Berada di air sepanjang waktu tidakkah membuat masyarakat Atlantis bosan
bermain air di kolam?
Lalu kami berbelok di tanda yang menunjuk ke arah kolam.
Benar saja. Banyak orang (atau mungkin lebih tepat makhluk laut) yang sedang
bermain-main di kolam itu. Kolam terindah yang pernah kulihat. Sedikit seram
sebenarnya, karena warna air di tempat yang disebut kolam itu lebih pekat
daripada air di sekitarnya. Membuatku mengira itu adalah sebuah lubang besar.
Tapi setelah diperhatikan lagi, tidak ada gelombang disana. Dan di tepiannya
tumbuh bermacam ganggang laut dan terumbu karang yang indah dan berwarna-warni.
Aku sedang berancang-ancang untuk ikut bersenang-senang. Lalu Ayahku memanggil.
“Delmora.” Panggilnya. “Waktunya makan siang.”
Siang? Ya, aku tidak bisa membedakan waktu ketika berada
di dasar laut. Semua tampak sama saja bagiku.

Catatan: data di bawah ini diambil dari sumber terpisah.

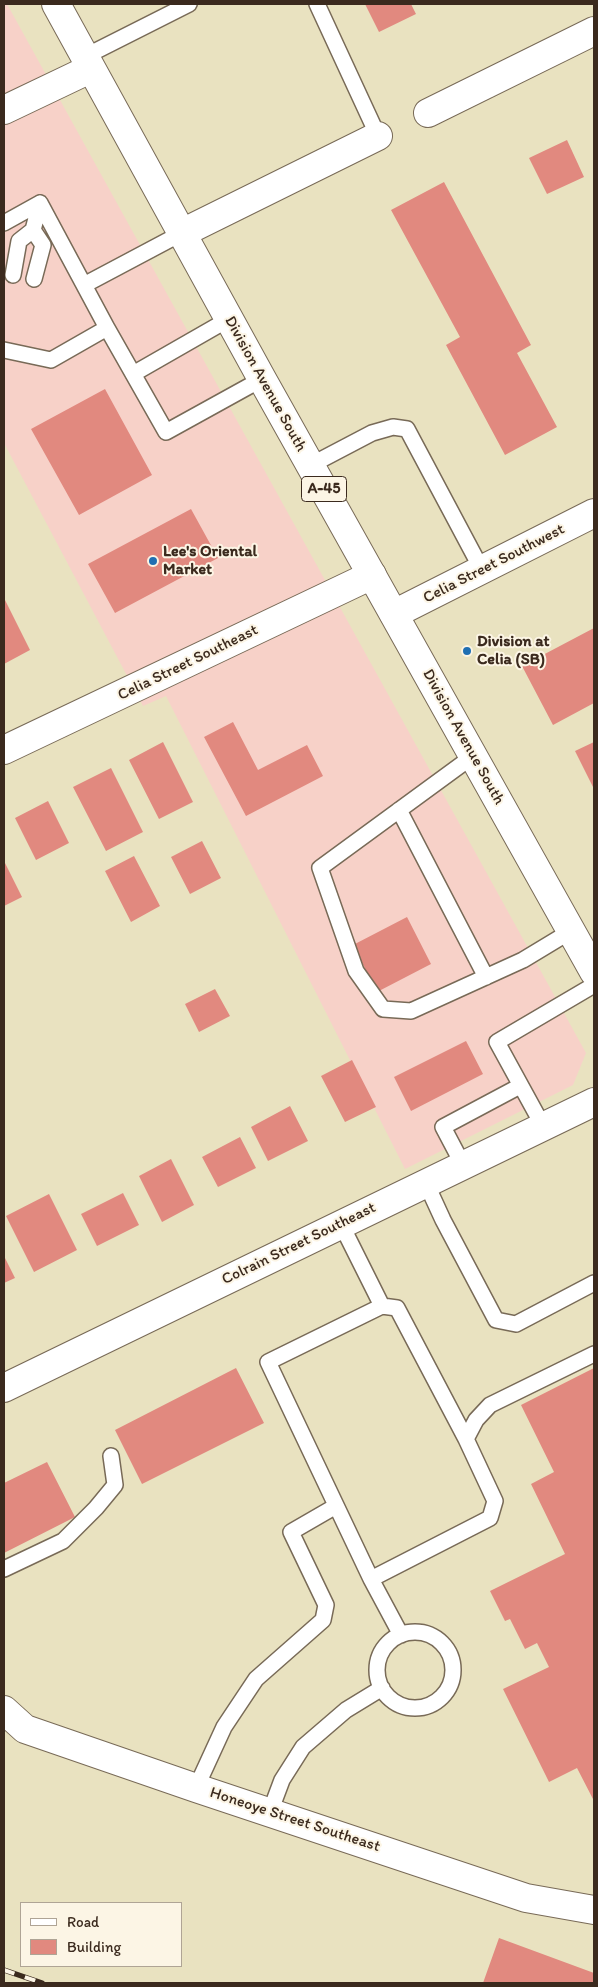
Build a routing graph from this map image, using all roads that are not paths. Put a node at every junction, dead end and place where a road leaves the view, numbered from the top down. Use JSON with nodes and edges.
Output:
{"nodes":[{"id":1,"x":56,"y":4,"type":"edge"},
{"id":2,"x":189,"y":4,"type":"edge"},
{"id":3,"x":317,"y":4,"type":"edge"},
{"id":4,"x":594,"y":31,"type":"edge"},
{"id":5,"x":87,"y":63,"type":"junction"},
{"id":6,"x":4,"y":110,"type":"edge"},
{"id":7,"x":428,"y":113,"type":"dead end"},
{"id":8,"x":378,"y":136,"type":"joint"},
{"id":9,"x":40,"y":203,"type":"junction"},
{"id":10,"x":4,"y":222,"type":"edge"},
{"id":11,"x":33,"y":230,"type":"junction"},
{"id":12,"x":182,"y":233,"type":"junction"},
{"id":13,"x":13,"y":275,"type":"dead end"},
{"id":14,"x":34,"y":279,"type":"dead end"},
{"id":15,"x":84,"y":285,"type":"junction"},
{"id":16,"x":229,"y":320,"type":"junction"},
{"id":17,"x":107,"y":328,"type":"junction"},
{"id":18,"x":13,"y":348,"type":"edge"},
{"id":19,"x":133,"y":374,"type":"junction"},
{"id":20,"x":262,"y":379,"type":"junction"},
{"id":21,"x":311,"y":465,"type":"junction"},
{"id":22,"x":594,"y":513,"type":"edge"},
{"id":23,"x":482,"y":570,"type":"junction"},
{"id":24,"x":372,"y":575,"type":"junction"},
{"id":25,"x":394,"y":614,"type":"junction"},
{"id":26,"x":4,"y":750,"type":"edge"},
{"id":27,"x":473,"y":756,"type":"junction"},
{"id":28,"x":399,"y":810,"type":"junction"},
{"id":29,"x":571,"y":931,"type":"junction"},
{"id":30,"x":594,"y":972,"type":"edge"},
{"id":31,"x":486,"y":977,"type":"junction"},
{"id":32,"x":594,"y":985,"type":"edge"},
{"id":33,"x":520,"y":1086,"type":"junction"},
{"id":34,"x":594,"y":1102,"type":"edge"},
{"id":35,"x":543,"y":1126,"type":"junction"},
{"id":36,"x":463,"y":1165,"type":"junction"},
{"id":37,"x":426,"y":1183,"type":"junction"},
{"id":38,"x":342,"y":1224,"type":"junction"},
{"id":39,"x":594,"y":1283,"type":"edge"},
{"id":40,"x":382,"y":1306,"type":"junction"},
{"id":41,"x":594,"y":1354,"type":"edge"},
{"id":42,"x":4,"y":1388,"type":"edge"},
{"id":43,"x":466,"y":1439,"type":"junction"},
{"id":44,"x":111,"y":1456,"type":"dead end"},
{"id":45,"x":336,"y":1506,"type":"junction"},
{"id":46,"x":4,"y":1569,"type":"edge"},
{"id":47,"x":371,"y":1579,"type":"junction"},
{"id":48,"x":401,"y":1635,"type":"junction"},
{"id":49,"x":382,"y":1688,"type":"junction"},
{"id":50,"x":4,"y":1710,"type":"edge"},
{"id":51,"x":196,"y":1788,"type":"junction"},
{"id":52,"x":270,"y":1812,"type":"junction"},
{"id":53,"x":594,"y":1910,"type":"edge"}],
"edges":[{"from":1,"to":5,"type":"street","name":"Division Avenue South","number":"A-45"},
{"from":2,"to":5,"type":"lane"},
{"from":3,"to":8,"type":"lane"},
{"from":4,"to":7,"type":"street"},
{"from":5,"to":6,"type":"street"},
{"from":5,"to":12,"type":"street","name":"Division Avenue South","number":"A-45"},
{"from":8,"to":12,"type":"street"},
{"from":9,"to":10,"type":"lane"},
{"from":9,"to":11,"type":"lane"},
{"from":9,"to":15,"type":"lane"},
{"from":11,"to":13,"type":"lane"},
{"from":11,"to":14,"type":"lane"},
{"from":12,"to":15,"type":"lane"},
{"from":12,"to":16,"type":"street","name":"Division Avenue South","number":"A-45"},
{"from":15,"to":17,"type":"lane"},
{"from":16,"to":19,"type":"lane"},
{"from":16,"to":20,"type":"street","name":"Division Avenue South","number":"A-45"},
{"from":17,"to":18,"type":"lane"},
{"from":17,"to":19,"type":"lane"},
{"from":19,"to":20,"type":"lane"},
{"from":20,"to":21,"type":"street","name":"Division Avenue South","number":"A-45"},
{"from":21,"to":23,"type":"lane"},
{"from":21,"to":24,"type":"street","name":"Division Avenue South","number":"A-45"},
{"from":22,"to":23,"type":"street","name":"Celia Street Southwest"},
{"from":23,"to":25,"type":"street","name":"Celia Street Southwest"},
{"from":24,"to":25,"type":"street","name":"Division Avenue South","number":"A-45"},
{"from":24,"to":26,"type":"street","name":"Celia Street Southeast"},
{"from":25,"to":27,"type":"street","name":"Division Avenue South","number":"A-45"},
{"from":27,"to":28,"type":"lane"},
{"from":27,"to":29,"type":"street","name":"Division Avenue South","number":"A-45"},
{"from":28,"to":31,"type":"lane"},
{"from":28,"to":31,"type":"lane"},
{"from":29,"to":30,"type":"street","name":"Division Avenue South","number":"A-45"},
{"from":29,"to":31,"type":"lane"},
{"from":32,"to":33,"type":"lane"},
{"from":33,"to":35,"type":"lane"},
{"from":33,"to":36,"type":"lane"},
{"from":34,"to":35,"type":"street","name":"Colrain Street Southeast"},
{"from":35,"to":36,"type":"street","name":"Colrain Street Southeast"},
{"from":36,"to":37,"type":"street","name":"Colrain Street Southeast"},
{"from":37,"to":38,"type":"street","name":"Colrain Street Southeast"},
{"from":37,"to":39,"type":"lane"},
{"from":38,"to":40,"type":"lane"},
{"from":38,"to":42,"type":"street","name":"Colrain Street Southeast"},
{"from":40,"to":43,"type":"lane"},
{"from":40,"to":45,"type":"lane"},
{"from":41,"to":43,"type":"lane"},
{"from":43,"to":47,"type":"lane"},
{"from":44,"to":46,"type":"lane"},
{"from":45,"to":47,"type":"lane"},
{"from":45,"to":51,"type":"lane"},
{"from":47,"to":48,"type":"lane"},
{"from":48,"to":49,"type":"lane"},
{"from":48,"to":49,"type":"lane"},
{"from":49,"to":52,"type":"lane"},
{"from":50,"to":51,"type":"street","name":"Honeoye Street Southeast"},
{"from":51,"to":52,"type":"street","name":"Honeoye Street Southeast"},
{"from":52,"to":53,"type":"street","name":"Honeoye Street Southeast"}]}
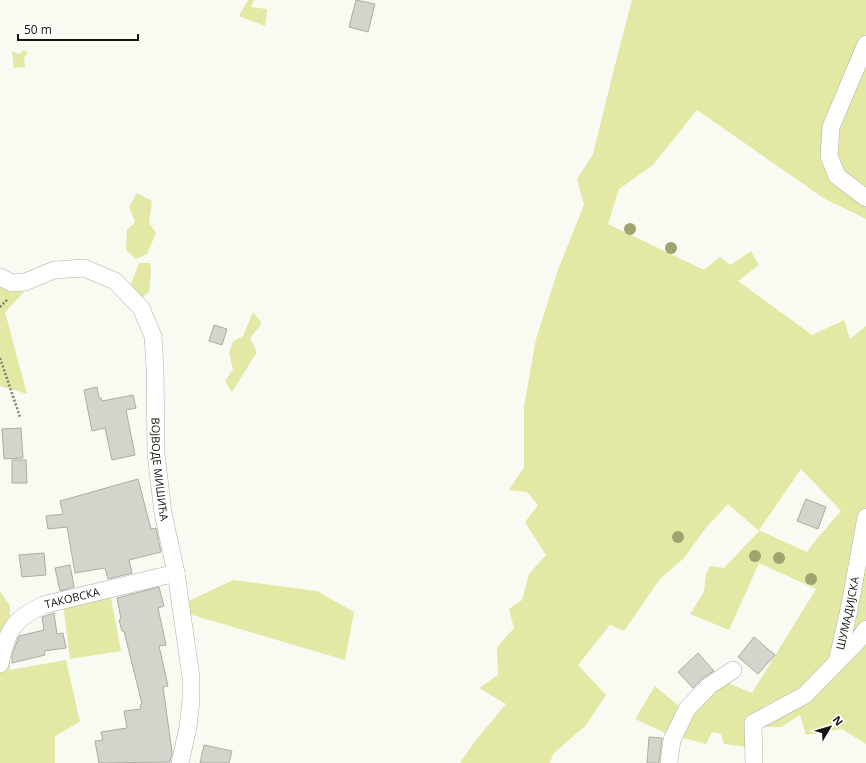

Aku dan Selene menghampiri panggilannya.
“Setelah itu kau akan memulai pelajaran pertamamu.”
==
Pelajaran pertama? Mungkin lebih tepatnya upaya penghancuran
diri. Sebagai remaja cewek kota yang normal, aku tidak pernah mengambil ekskul
menantang maut di sekolah. Tapi saat ini yang Ayahku sebut pelajaran pertamaku
adalah, berduel pedang dengan salah satu petarung terbaiknya. Bagaimana bisa,
aku, Delmora, cewek tujuh belas tahun satu bulan, tidak punya kemampuan
berpedang sama sekali, bisa menang melawan prajurit pedang yang mendapatkan
pelatihan tiap hari selama bertahun-tahun? Ayahku hampir membuatku tertawa di
depan wajahnya yang hijau itu.
“Kurasa kau bisa memilih pedangmu sekarang Delmora.
Setelah kau pilih, pedang itu akan selalu jadi milikmu.” Ucap Poseidon.
“Emm kau yakin Ayah?” Tanyaku setengah berharap ia akan
membatalkan duel pedangku dan menyuruhku kembali ke istananya yang nyaman.
“Ya, pilih lah yang paling sesuai di tanganmu.” Ucapnya,
meruntuhkan semua harapanku untuk bermain-main lagi di kolam.
Lalu aku mulai memilah pedang mana yang paling sesuai
dengan tanganku yang lembut ini. Semua pedang-pedang itu terlihat sama.
Panjang, tajam, dan berat. Yang paling penting, semuanya bisa menggores kulitku
kapan saja.
Ini benar-benar gila. Pasti Ayahku sangatlah kaya. Karena
untuk pedang saja semuanya bertatahkan batu yang harganya tidaklah murah. Dan
ada jutaan pedang disini. Lalu aku mengambil sebilah pedang dengan bertatahkan
batu safir warna biru yang indah.
Pedang ini memanglah panjang, tapi tidak sepanjang yang
lain. Dan setelah kupegang, grip pegangannya terasa nyaman di tanganku. Tidak
terlalu berat juga. Baiklah, siap atau tidak aku akan berduel.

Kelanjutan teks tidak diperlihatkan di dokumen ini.